Czapski could not imagine then what we now know to be true: the missing 8,000 officers were all dead, murdered at Stalin’s orders, their skulls shattered from behind by bullets, their piled remains buried secretly at Katyn, Kharkiv, and Tver. In March 1940, Lavrenty Beria, the director of the Soviet secret state police (NKVD), received Stalin’s written approval to shoot the prisoners of Starobilsk, Ostashkov, and Kozelsk. They were mostly officers, and the officers mostly from the reserves: educated men, professionals, and intellectuals; physicians, veterinarians, scientists, lawyers, teachers, artists. After a quick review of their files, 97 percent of these people were sentenced to death. Czapski and 394 other prisoners from the three camps were spared and sent to Gryazovets, some because a foreign power had intervened on their behalf, others because they were Soviet informers. [5]
In April 1940, the Polish prisoners at Kozelsk were transported to the edge of the Katyn forest, taken inside an NKVD summer resort, and shot by NKVD men: 4,410 prisoners were murdered in this way. At Ostashkov, a band played as the prisoners departed for an NKVD prison at Tver, where each prisoner was bound and led to a soundproof cell. Two NKVD men held each prisoner’s arms as a third shot the prisoner from behind: 6,314 prisoners were murdered in this way. The men interned at Starobilsk were taken to the NKVD prison at Kharkiv, led one by one to a dark room without windows, and shot: 3,739 prisoners were murdered in this way. Since the prisoners of the three camps had been allowed to correspond, the NKVD could locate their homes. Right after the executions, the family members of the victims, 60,667 people resident in the eastern Polish lands under Soviet control, were deported to the Gulag. The children and the wives and the parents of the murdered men were told that they were being sent to join their fathers and husbands and sons. [6]

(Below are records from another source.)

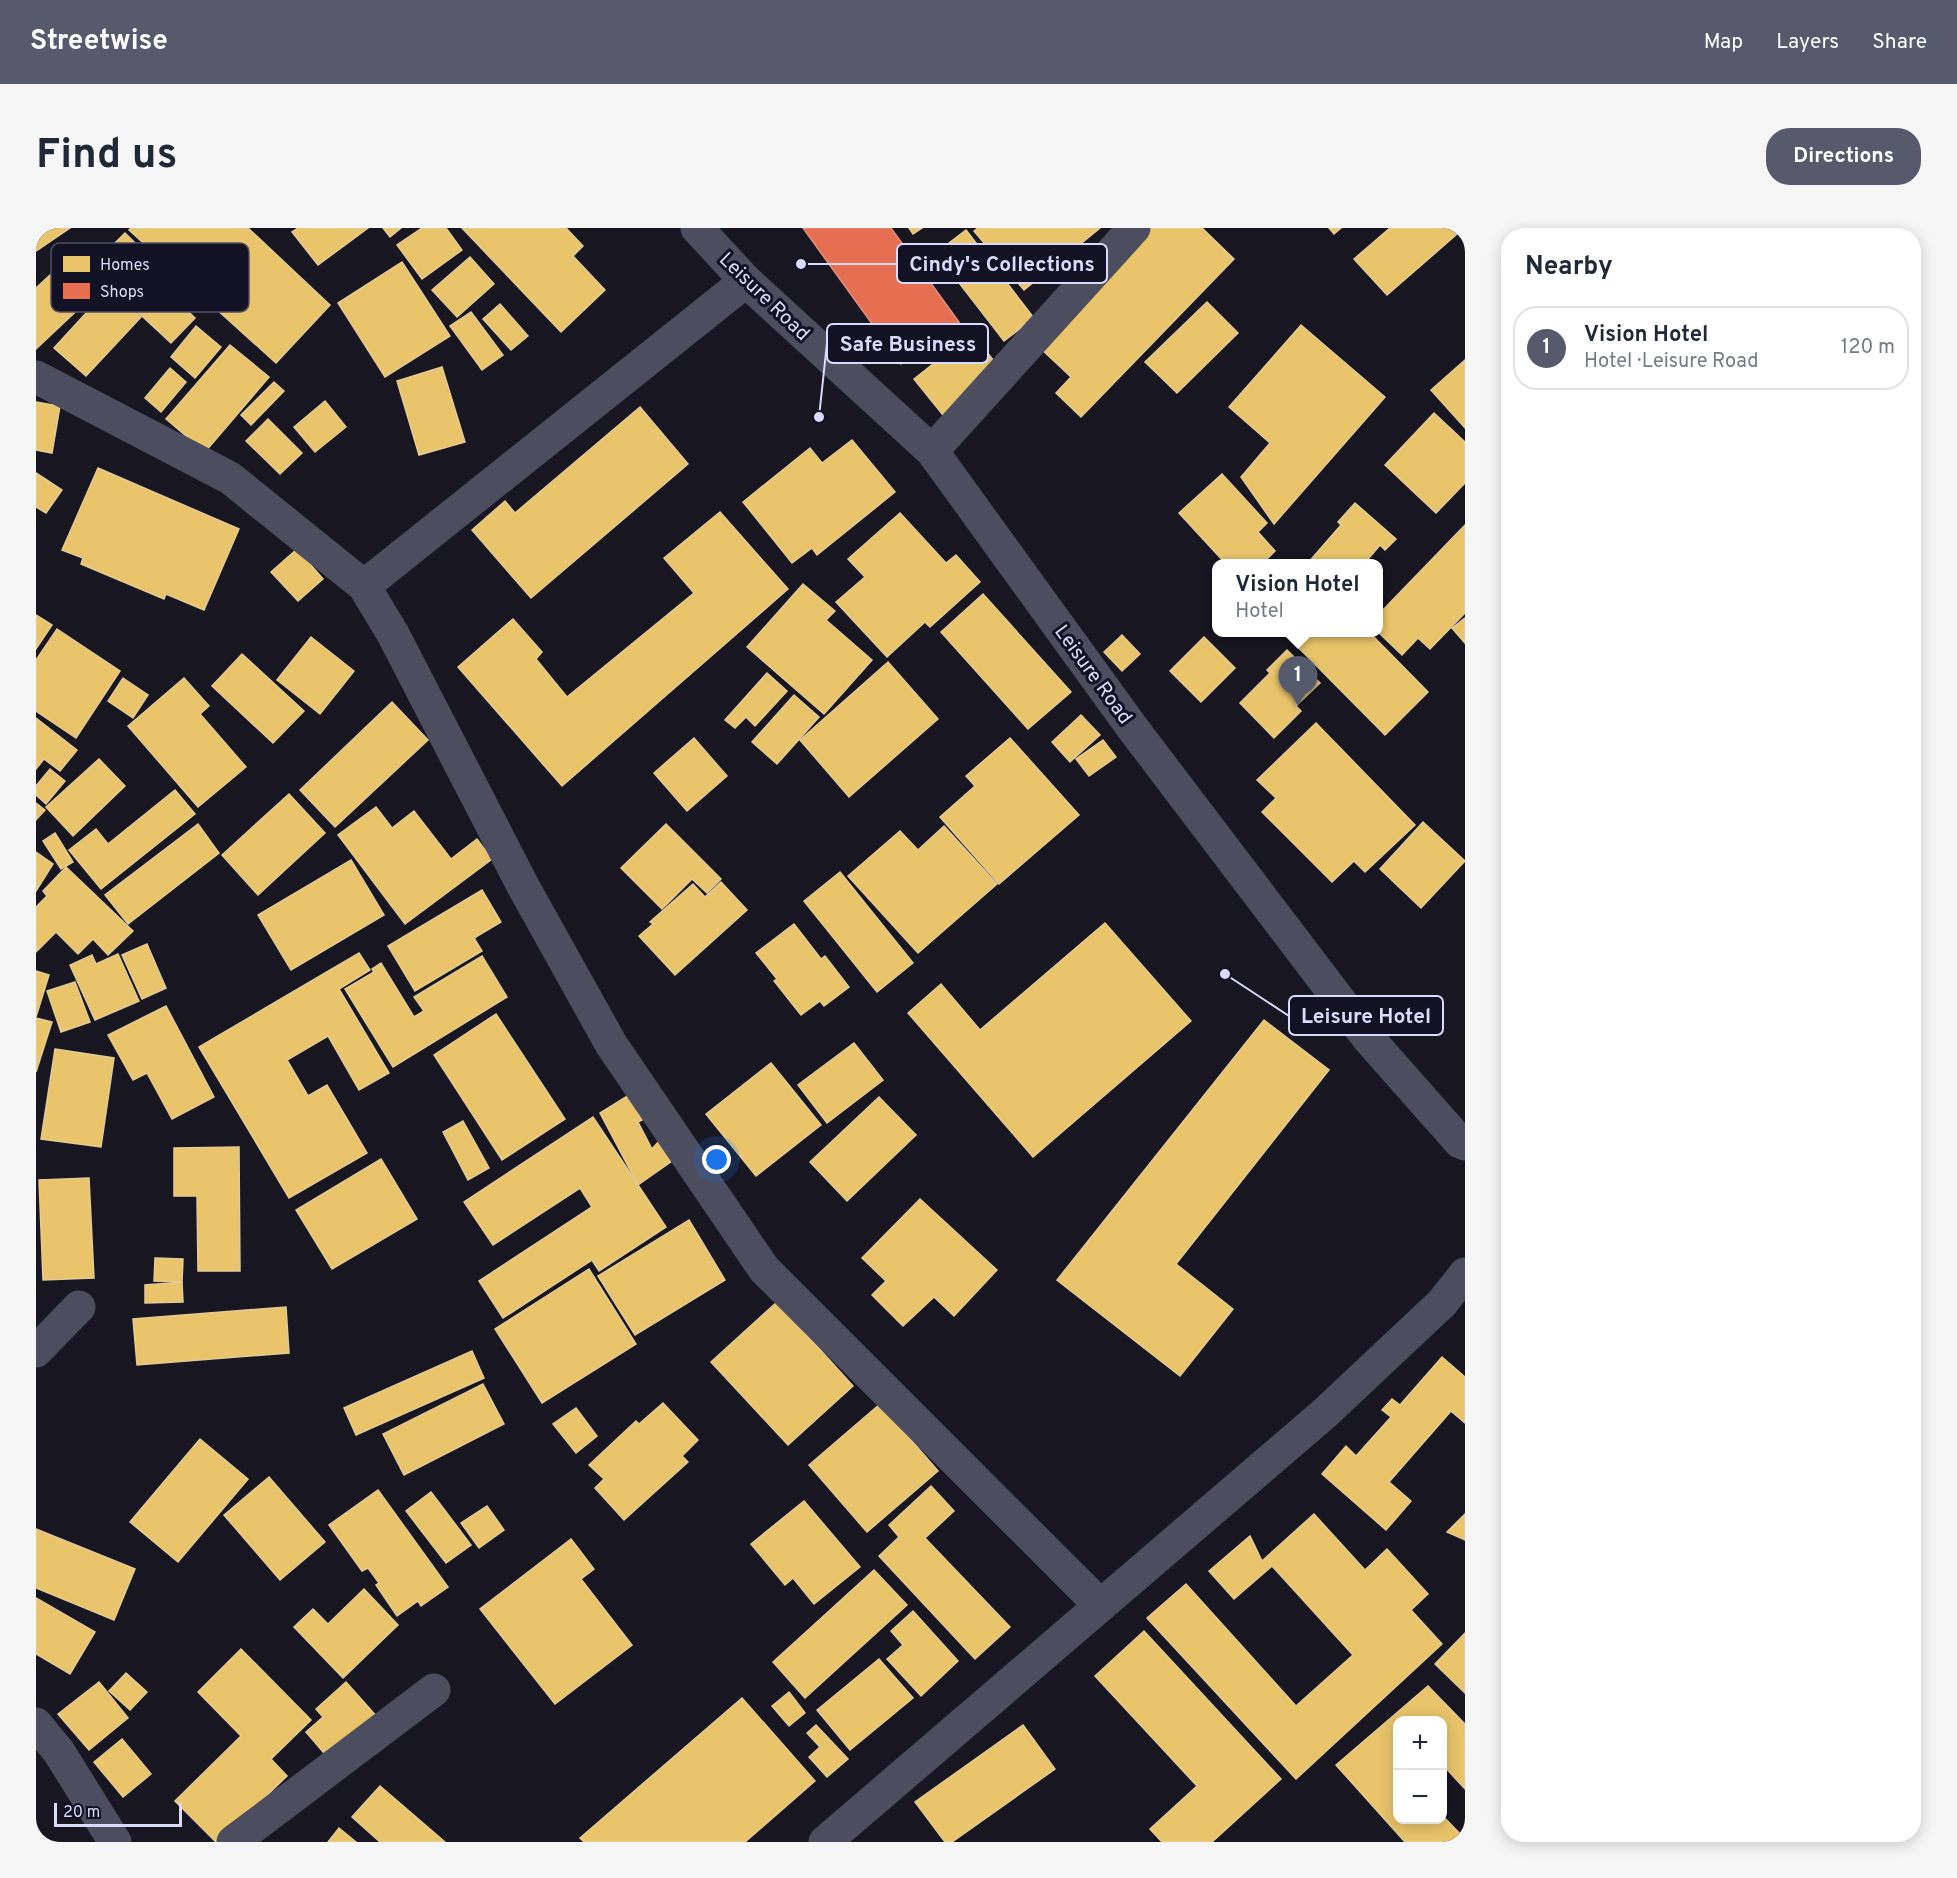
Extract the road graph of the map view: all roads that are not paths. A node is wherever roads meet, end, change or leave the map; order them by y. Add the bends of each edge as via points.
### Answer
1 (697, 228) edge
2 (1134, 228) edge
3 (746, 280) junction
4 (36, 378) edge
5 (932, 450) junction
6 (364, 586) junction
7 (1465, 1144) edge
8 (1465, 1274) edge
9 (79, 1307) dead end
10 (36, 1351) edge
11 (1100, 1605) junction
12 (434, 1690) dead end
13 (36, 1724) edge
14 (115, 1842) edge
15 (233, 1842) edge
16 (825, 1842) edge

1 - 3 street, Leisure Road
2 - 5 street
3 - 5 street, Leisure Road
3 - 6 street
4 - 6 street via 230,478
5 - 7 street, Leisure Road via 1134,730 1368,1038
6 - 11 street via 611,1044 764,1269
8 - 11 street via 1442,1303 1325,1413
9 - 10 street
11 - 16 street
12 - 15 street
13 - 14 street via 59,1752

This mass murder, remembered as the Katyn massacre, is what Czapski escaped, although he did not know this at the time. He bore witness to the aftermath as best he could. Is it worth pursuing the truth even when it is unattainable? The answer that Czapski offered by writing this book the way that he did was in the affirmative. By the time he completed it, the death pit at Katyn had been discovered. Yet his book is about what he found while he was searching, and in that sense its major subject is an ethic. It is one that Czapski himself was far too modest to spell out: the attempt to see the world as a basic form of moral activity, one which disables evil forms of politics and enables good ones. Up until that point in his life, Czapski had been chiefly engaged in teaching himself to see. This account of the war reveals what he had learned, and what we can learn from him during our own trials with the truth.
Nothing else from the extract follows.